If we accept this rendering, "going" ceases to be a while-you're-at-it idea and becomes a how-to-do-it idea. The one problem this raises is that we would need to explain why this participle is in a different tense (aorist) from "baptizing" and "teaching" (present tense).
But there is another possibility. Sometimes Greek uses what is called the participle of attendant circumstance. When this happens, the participle conveys an action that is coordinate with the main verb and is thus translated as a verb. In such a case, the participle takes on the mood of the main verb. There are, according to Daniel Wallace, about five characteristics that occur to signal a participle of attendant circumstance:
1. The participle is usually in the aorist tense.
2. The main verb is usually in the aorist tense.
3. The main verb is usually in the indicative or imperative mood.
4. The participle comes before the main verb both in word-order and in time.
5. This occurs most often in narrative passages.

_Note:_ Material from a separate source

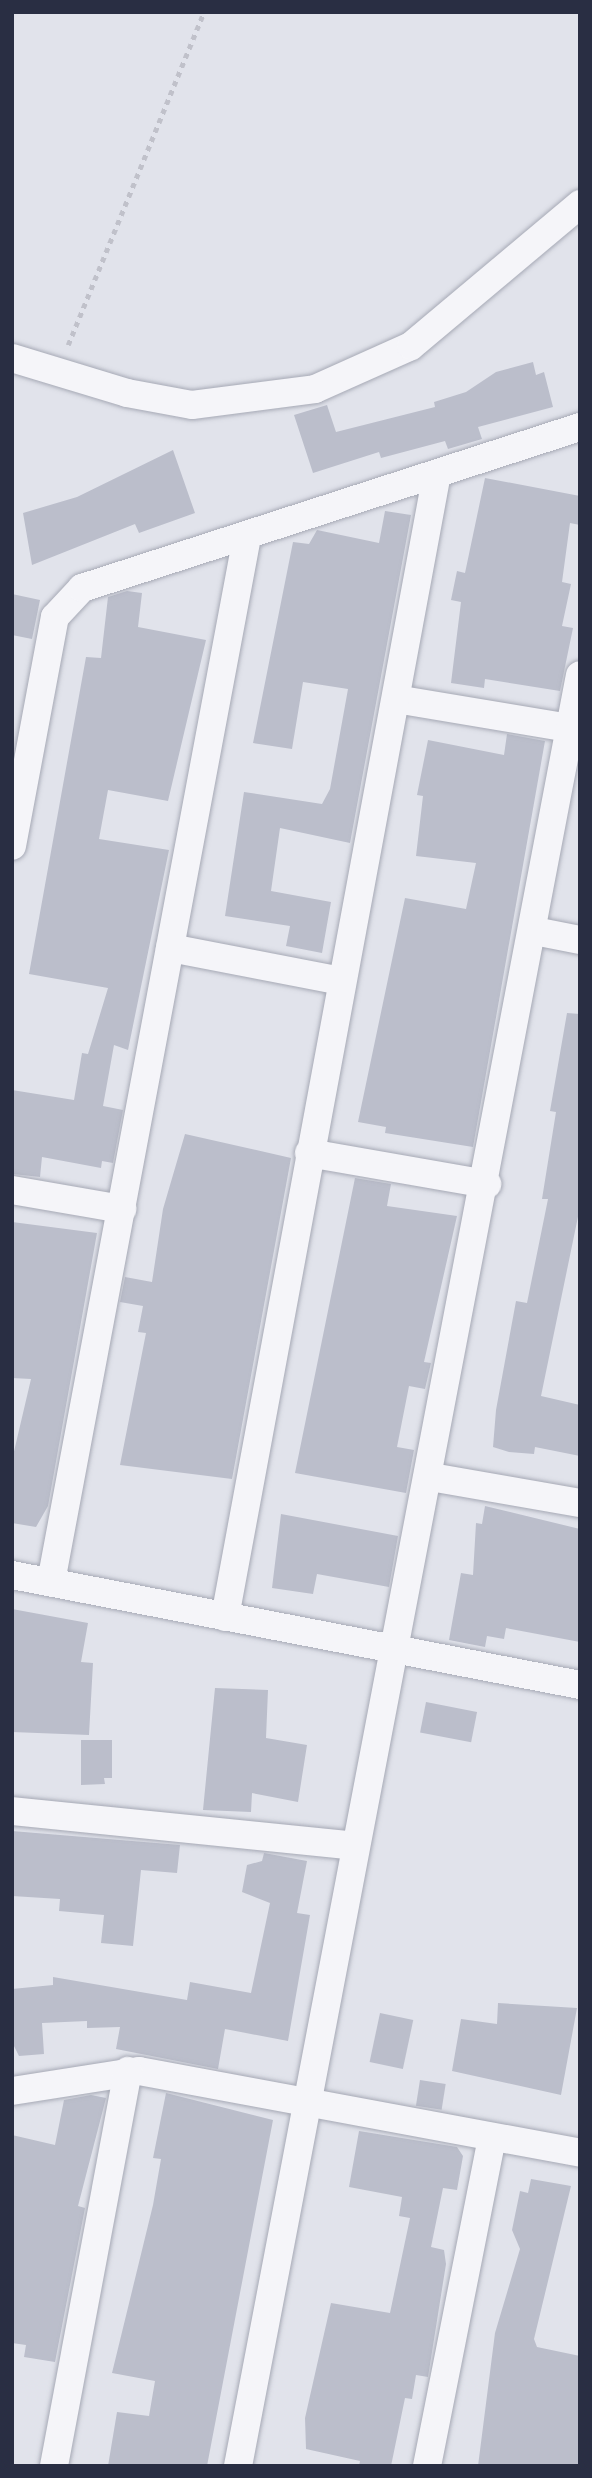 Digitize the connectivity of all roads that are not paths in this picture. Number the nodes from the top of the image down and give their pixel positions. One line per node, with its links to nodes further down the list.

What about Matthew 28.19? The participle and main verb are, in fact, both in the aorist tense - though the two following participles are not. The main verb is in the imperative mood - a command, in other words: "Make disciples!" The participle "go" comes before the main verb, "make disciples" both in word-order and in time (you go first, then you make disciples) - though, again, the other two participles do not. The passage is not, however, narrative, but a plain directive.
Still, that's four out of five and the most decisive four at that. Wallace lists this reading as "disputed" but it makes good sense: Jesus gives us two commands. The central one is "make disciples" and the sentence signals its primacy by placing it in the imperative. The accompanying command is to "go," to undertake deliberate action to spread the gospel. Though a command, this is an order that makes no sense by itself, since going is useless unless one knows why one goes. The other two participles (which fulfill none of the markers for a participle of attendant circumstance) state the means by which one can fulfill the main purpose: by baptizing and teaching. Toss in the fact that every other use of this particular verb for "go" in this particular form in Matthew is attendant circumstance and the thing looks pretty sound.
And what about the idea that "go" is merely adverbial, meaning "as you are going"? "To turn (the word 'go') into an adverbial participle," writes Wallace, "is to turn the Great Commission into the Great Suggestion!"
To conclude, I would say three things: 1) I believe the best reading of the Greek text here leads us to translate the verb "go" as a command to intentional evangelistic action. 2) Failing that, I would say it at least conveys means: "by going," which has only a slightly weaker emphasis on intention. 3) Reading it as an adverbial participle runs into any number of difficulties. Oh, and I'll throw in one more: The adverbial reading is the most comforting and least demanding - which almost certainly means that it is wrong.
Yes, indeedy, I do agree. A modal or instrumental is the best understanding of this. Weirdly, almost no commentaries spend any time on the syntax here. They always try to deal with form critical stuff.
ReplyDeleteGeoff - Wallace does a good job and goes deeper, though I thought the post was too long and too technical already. For instance, he points out that the apostles most certainly did NOT get to "the ends of the earth" by their just-happened-by going because, left to themselves, they'd've never left Judea. He argues that they needed an imperative to evangelize.